§ EXERCISE INSTRUCTIONS: Each record below is to be restated word for word.

[DATA PROVIDED Boundary: Start]

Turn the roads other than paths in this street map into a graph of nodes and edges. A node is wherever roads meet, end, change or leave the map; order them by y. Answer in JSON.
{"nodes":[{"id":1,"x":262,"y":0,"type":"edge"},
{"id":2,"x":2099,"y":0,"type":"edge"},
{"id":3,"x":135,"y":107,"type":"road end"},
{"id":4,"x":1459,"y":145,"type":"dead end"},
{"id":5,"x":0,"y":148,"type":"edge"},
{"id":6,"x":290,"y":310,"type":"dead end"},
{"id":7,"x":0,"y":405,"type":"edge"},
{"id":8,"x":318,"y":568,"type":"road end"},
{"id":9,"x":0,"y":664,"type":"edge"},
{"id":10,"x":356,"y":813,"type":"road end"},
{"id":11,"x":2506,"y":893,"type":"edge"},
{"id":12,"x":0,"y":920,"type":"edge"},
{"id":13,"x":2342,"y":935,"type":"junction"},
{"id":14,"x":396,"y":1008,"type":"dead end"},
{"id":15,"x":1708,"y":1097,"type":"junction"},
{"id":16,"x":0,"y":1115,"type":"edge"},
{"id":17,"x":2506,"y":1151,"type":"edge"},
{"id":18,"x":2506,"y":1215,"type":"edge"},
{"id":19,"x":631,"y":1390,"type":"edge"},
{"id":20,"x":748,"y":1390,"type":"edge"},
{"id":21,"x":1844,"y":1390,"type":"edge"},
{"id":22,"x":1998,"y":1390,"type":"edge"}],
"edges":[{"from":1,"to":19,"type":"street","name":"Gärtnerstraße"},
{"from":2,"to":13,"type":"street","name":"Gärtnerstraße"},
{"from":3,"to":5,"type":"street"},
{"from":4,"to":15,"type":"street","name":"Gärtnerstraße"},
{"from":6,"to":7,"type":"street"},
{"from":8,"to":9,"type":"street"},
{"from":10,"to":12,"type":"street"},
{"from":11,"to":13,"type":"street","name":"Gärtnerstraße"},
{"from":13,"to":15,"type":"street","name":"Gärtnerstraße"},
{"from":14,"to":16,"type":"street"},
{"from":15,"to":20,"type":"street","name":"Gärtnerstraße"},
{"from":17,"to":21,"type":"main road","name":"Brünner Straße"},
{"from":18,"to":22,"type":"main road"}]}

[DATA PROVIDED Boundary: End]

§ RESPONSE:
Turn the roads other than paths in this street map into a graph of nodes and edges. A node is wherever roads meet, end, change or leave the map; order them by y. Answer in JSON.
{"nodes":[{"id":1,"x":262,"y":0,"type":"edge"},
{"id":2,"x":2099,"y":0,"type":"edge"},
{"id":3,"x":135,"y":107,"type":"road end"},
{"id":4,"x":1459,"y":145,"type":"dead end"},
{"id":5,"x":0,"y":148,"type":"edge"},
{"id":6,"x":290,"y":310,"type":"dead end"},
{"id":7,"x":0,"y":405,"type":"edge"},
{"id":8,"x":318,"y":568,"type":"road end"},
{"id":9,"x":0,"y":664,"type":"edge"},
{"id":10,"x":356,"y":813,"type":"road end"},
{"id":11,"x":2506,"y":893,"type":"edge"},
{"id":12,"x":0,"y":920,"type":"edge"},
{"id":13,"x":2342,"y":935,"type":"junction"},
{"id":14,"x":396,"y":1008,"type":"dead end"},
{"id":15,"x":1708,"y":1097,"type":"junction"},
{"id":16,"x":0,"y":1115,"type":"edge"},
{"id":17,"x":2506,"y":1151,"type":"edge"},
{"id":18,"x":2506,"y":1215,"type":"edge"},
{"id":19,"x":631,"y":1390,"type":"edge"},
{"id":20,"x":748,"y":1390,"type":"edge"},
{"id":21,"x":1844,"y":1390,"type":"edge"},
{"id":22,"x":1998,"y":1390,"type":"edge"}],
"edges":[{"from":1,"to":19,"type":"street","name":"Gärtnerstraße"},
{"from":2,"to":13,"type":"street","name":"Gärtnerstraße"},
{"from":3,"to":5,"type":"street"},
{"from":4,"to":15,"type":"street","name":"Gärtnerstraße"},
{"from":6,"to":7,"type":"street"},
{"from":8,"to":9,"type":"street"},
{"from":10,"to":12,"type":"street"},
{"from":11,"to":13,"type":"street","name":"Gärtnerstraße"},
{"from":13,"to":15,"type":"street","name":"Gärtnerstraße"},
{"from":14,"to":16,"type":"street"},
{"from":15,"to":20,"type":"street","name":"Gärtnerstraße"},
{"from":17,"to":21,"type":"main road","name":"Brünner Straße"},
{"from":18,"to":22,"type":"main road"}]}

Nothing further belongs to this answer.